The shoemaker is closing down shop.  It wasn't lack of business that closed him down, it was lack of time to spend in the shop, as he had to work around his full time job with a large shoe manufacturer. I know how hard that is, although I'm not ready to give up my second job as a painter yet.  But boy, it would be nice to have weekends off.

I'm glad I caught the shop when I did and was able to complete my series of paintings of it. He is too and jokes that the shop has been immortalized by my paintings. I don't know about immortalized, but in a way it seems like a signal that I'm probably finished using shoe machine imagery, or will be when I finish one last large painting.

So he contacted me to let me know he asked if I wanted any mementos of the shop. I didn't hesitate to visit before the beautiful machines, already sold, are loaded on to a truck and shipped west. 

As we talked he demonstrated how some of the machines worked, something I hadn't seen to this point. It was crazy to see them actually move, almost like Pygmalion seeing his statue come to life. They clicked along with a oily clatter, spinning of wheels and pumping of levers. It kind of blew my mind. I would have loved to take one of them home, but they weigh half a ton and are probably better off continuing their mission of making shoes. I ended up taking some simple tools, and these beautiful shoe lasts, circa 1969.

Saturday, February 20, 2010

Life, drawing

Even though the Providence area offers plenty of life drawing classes it's been years since I've drawn from the model.

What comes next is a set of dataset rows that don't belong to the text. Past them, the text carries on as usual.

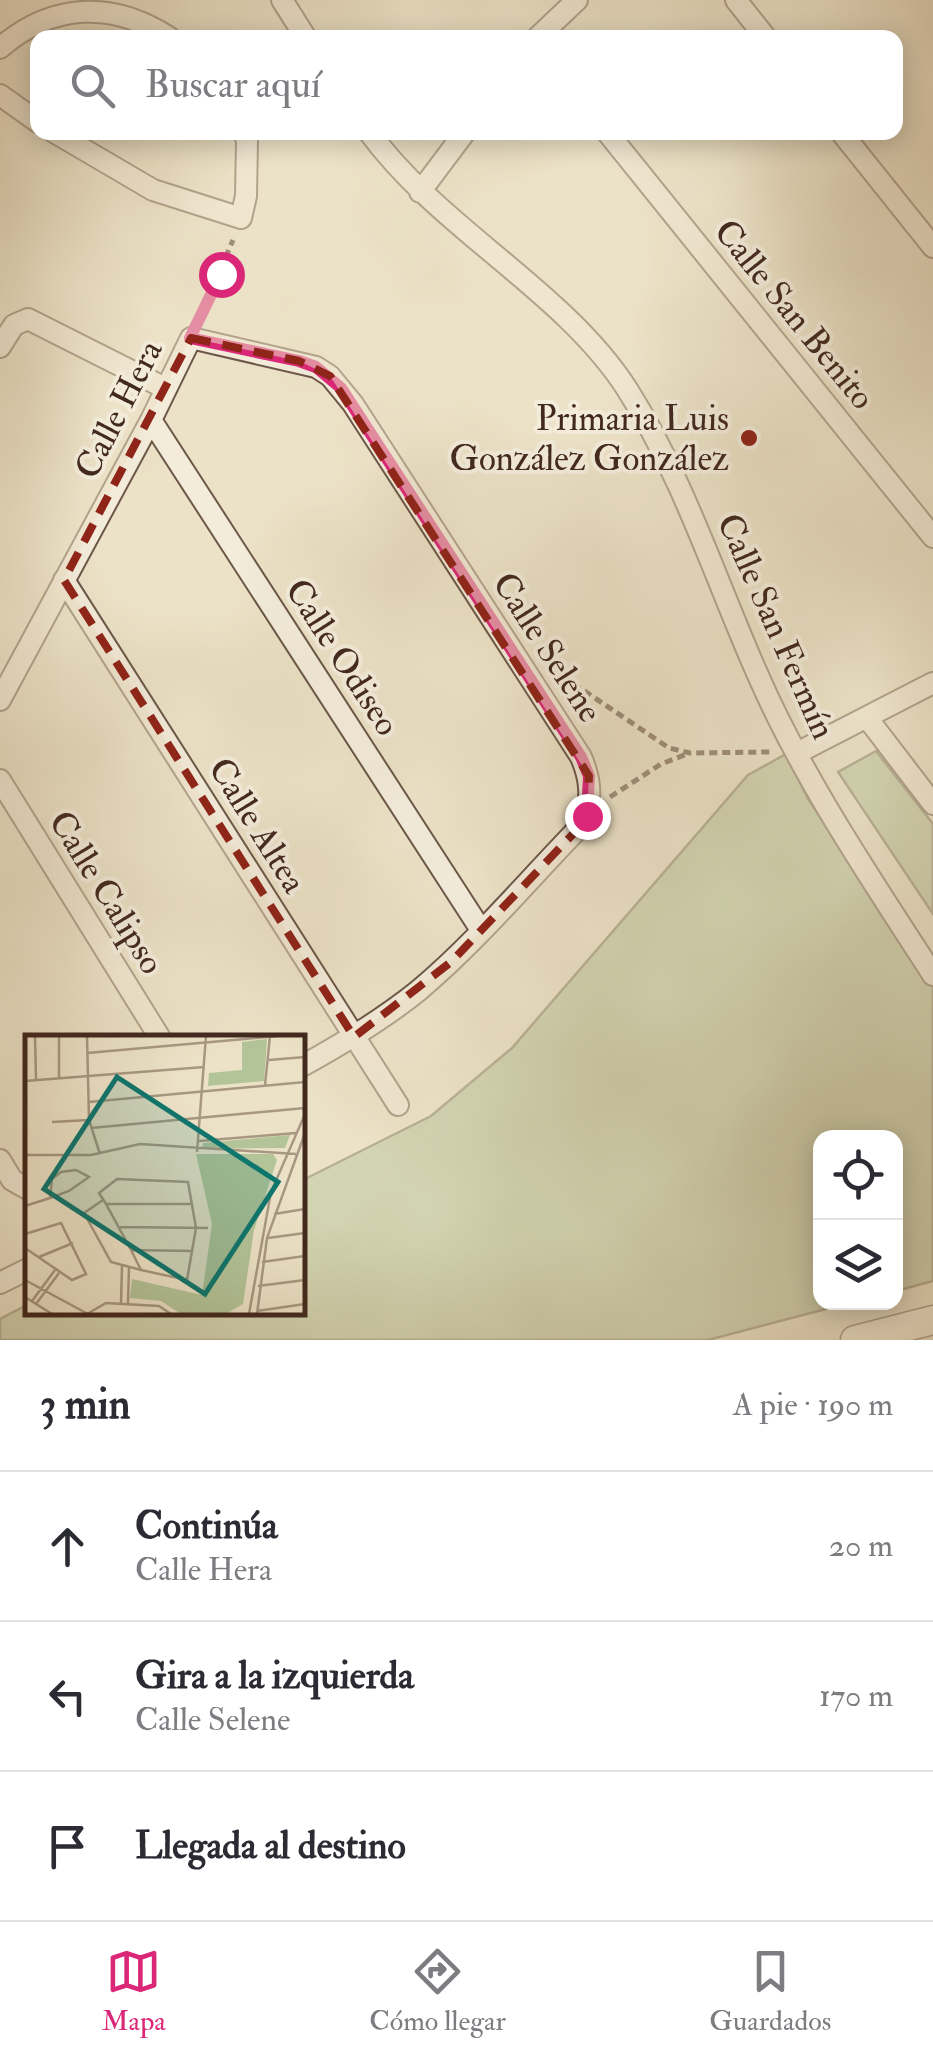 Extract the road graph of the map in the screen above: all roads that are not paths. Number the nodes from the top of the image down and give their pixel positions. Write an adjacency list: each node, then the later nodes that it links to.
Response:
1 (282, 0): 6 (street)
2 (736, 0): 8 (street)
3 (575, 1): 7 (street)
4 (89, 4): 5 (street); 9 (street)
5 (153, 30)
6 (301, 30)
7 (545, 30)
8 (760, 30)
9 (0, 48)
10 (0, 95): 11 (street)
11 (30, 116)
12 (68, 140): 13 (street)
13 (247, 140)
14 (375, 140): 18 (street, Calle San Fermín)
15 (458, 140): 18 (street)
16 (613, 140): 24 (street, Calle San Benito)
17 (848, 140): 19 (street)
18 (420, 192): 29 (street, Calle San Fermín)
19 (933, 247)
20 (190, 338): 22 (street, Calle Hera); 32 (street, Calle Selene)
21 (0, 346): 22 (street)
22 (166, 388): 23 (street, Calle Hera)
23 (151, 420): 25 (street, Calle Hera); 32 (street, Calle Odiseo)
24 (933, 536)
25 (64, 580): 27 (street, Calle Hera); 35 (street, Calle Altea)
26 (933, 683): 28 (street)
27 (0, 700)
28 (868, 719): 29 (street); 31 (street)
29 (798, 753): 33 (street, Calle San Fermín)
30 (0, 780): 34 (street, Calle Calipso)
31 (933, 804)
32 (481, 930): 35 (street)
33 (933, 975)
34 (158, 1035)
35 (354, 1037): 36 (street); 37 (street, Calle Altea)
36 (305, 1064)
37 (398, 1105)
38 (0, 1160): 39 (street)
39 (25, 1188)
40 (25, 1270): 41 (street)
41 (0, 1283)
42 (933, 1320): 43 (street)
43 (855, 1340)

Not that I don't want to, but I never seemed to be able to commit the time.  But I finally made it back into the circle of charcoal dust at Kate Huntington's Open Life Drawing. I've only gone twice so far, but it's a great group of very talented artists who are also very sociable, so it's a good time, despite me being so rusty that I begin to doubt I know how to draw at all.

My incentive for finally getting my butt down on the drawing horse was thoughts of beginning a good-sized oil painting of sand dunes to send to Great Sand Dunes National Park in return for my residency last year. While I was out there I kept being struck by how much the curves of the dunes reminded me of the human body, so since I can't sit in the dunes these days, I'll work from the figure and think about how the human body reminds me of the dunes.

The weather is warming up here, low 40s and sunny, so the studio will heat up a lot faster. I'm hearing birds all of a sudden too. In the fall they fall silent one by one so I don't think I really notice... but just one little chirp this time of year and I remember what I've been missing. It's only mid-February though, so I'd better not get too used to it.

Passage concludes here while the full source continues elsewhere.